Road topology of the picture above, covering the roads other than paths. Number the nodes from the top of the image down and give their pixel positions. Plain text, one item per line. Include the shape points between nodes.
_ _ _ _ _
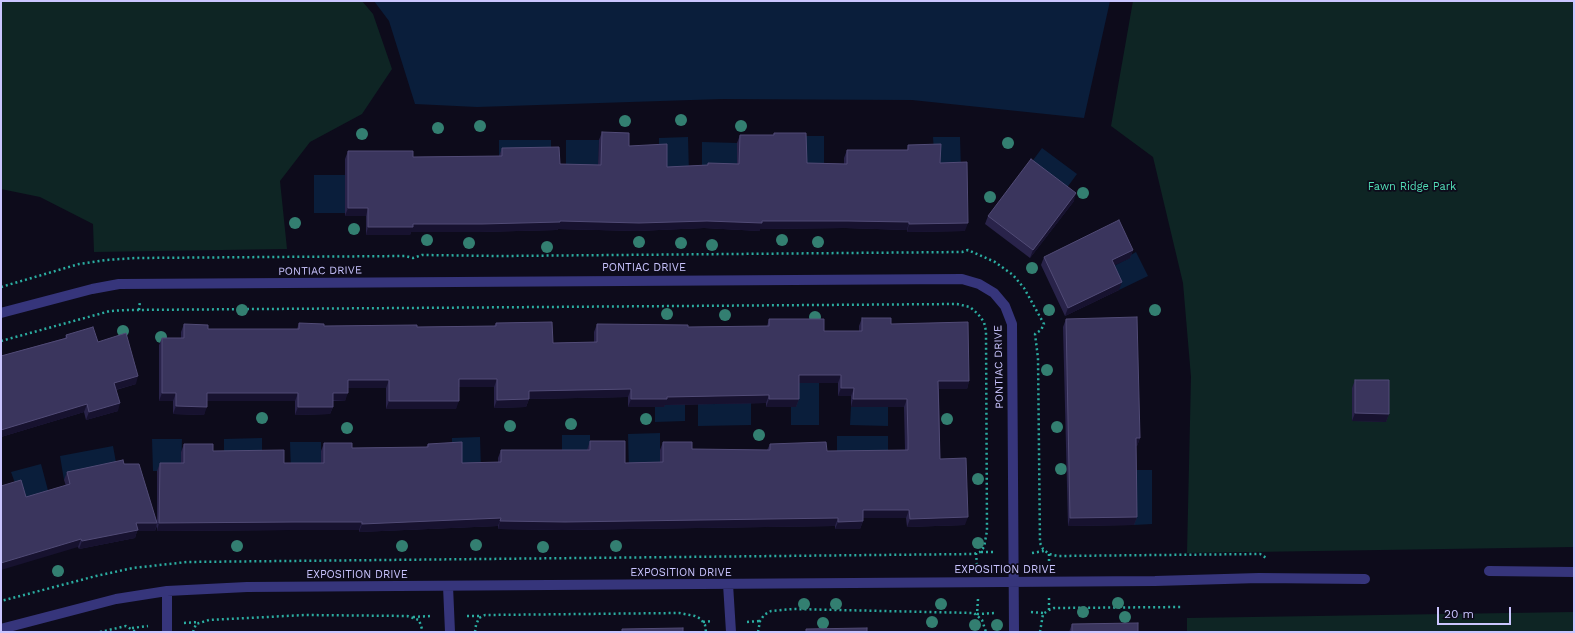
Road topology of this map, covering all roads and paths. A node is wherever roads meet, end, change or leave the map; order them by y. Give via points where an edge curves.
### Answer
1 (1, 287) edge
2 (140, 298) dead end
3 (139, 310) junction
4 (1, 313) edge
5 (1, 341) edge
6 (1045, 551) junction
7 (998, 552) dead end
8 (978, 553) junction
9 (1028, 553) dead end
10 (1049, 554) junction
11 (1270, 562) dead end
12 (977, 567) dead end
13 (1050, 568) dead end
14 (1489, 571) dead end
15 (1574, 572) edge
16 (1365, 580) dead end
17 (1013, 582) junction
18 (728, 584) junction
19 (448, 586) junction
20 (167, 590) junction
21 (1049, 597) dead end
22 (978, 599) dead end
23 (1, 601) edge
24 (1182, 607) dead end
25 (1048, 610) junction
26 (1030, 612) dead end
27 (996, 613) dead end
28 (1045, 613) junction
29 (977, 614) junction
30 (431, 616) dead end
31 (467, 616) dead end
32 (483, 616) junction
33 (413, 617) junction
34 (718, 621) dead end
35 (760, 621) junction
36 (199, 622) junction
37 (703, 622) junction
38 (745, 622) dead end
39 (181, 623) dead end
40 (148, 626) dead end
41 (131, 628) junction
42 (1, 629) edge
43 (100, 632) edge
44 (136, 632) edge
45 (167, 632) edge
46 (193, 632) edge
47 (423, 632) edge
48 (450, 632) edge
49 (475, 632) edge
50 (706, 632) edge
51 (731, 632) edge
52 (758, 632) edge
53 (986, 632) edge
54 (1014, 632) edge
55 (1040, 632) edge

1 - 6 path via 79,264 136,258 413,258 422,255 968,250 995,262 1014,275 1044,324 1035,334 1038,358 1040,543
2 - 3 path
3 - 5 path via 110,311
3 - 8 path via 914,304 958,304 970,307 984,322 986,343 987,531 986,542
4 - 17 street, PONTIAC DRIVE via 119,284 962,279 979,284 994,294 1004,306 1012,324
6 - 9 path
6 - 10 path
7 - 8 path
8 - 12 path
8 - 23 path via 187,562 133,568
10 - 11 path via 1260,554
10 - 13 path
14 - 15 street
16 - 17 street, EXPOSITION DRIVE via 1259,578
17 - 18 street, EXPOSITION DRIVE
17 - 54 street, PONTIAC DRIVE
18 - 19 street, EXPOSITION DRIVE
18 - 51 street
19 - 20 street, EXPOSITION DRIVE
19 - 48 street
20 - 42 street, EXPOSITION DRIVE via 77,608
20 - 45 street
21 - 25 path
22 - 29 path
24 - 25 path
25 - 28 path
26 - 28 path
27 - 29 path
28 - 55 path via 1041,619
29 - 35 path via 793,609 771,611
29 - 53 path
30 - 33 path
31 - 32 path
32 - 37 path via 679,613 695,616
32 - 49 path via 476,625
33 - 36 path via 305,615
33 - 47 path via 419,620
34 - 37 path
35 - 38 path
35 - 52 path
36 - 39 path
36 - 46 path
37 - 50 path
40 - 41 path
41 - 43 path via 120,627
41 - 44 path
_ _ _ _ _
_TASK DIRECTIONS_.
Copy each line from the data above that includes "paths".

_TASK RESPONSE_.
Road topology of the picture above, covering the roads other than paths. Number the nodes from the top of the image down and give their pixel positions. Plain text, one item per line. Include the shape points between nodes.
Road topology of this map, covering all roads and paths. A node is wherever roads meet, end, change or leave the map; order them by y. Give via points where an edge curves.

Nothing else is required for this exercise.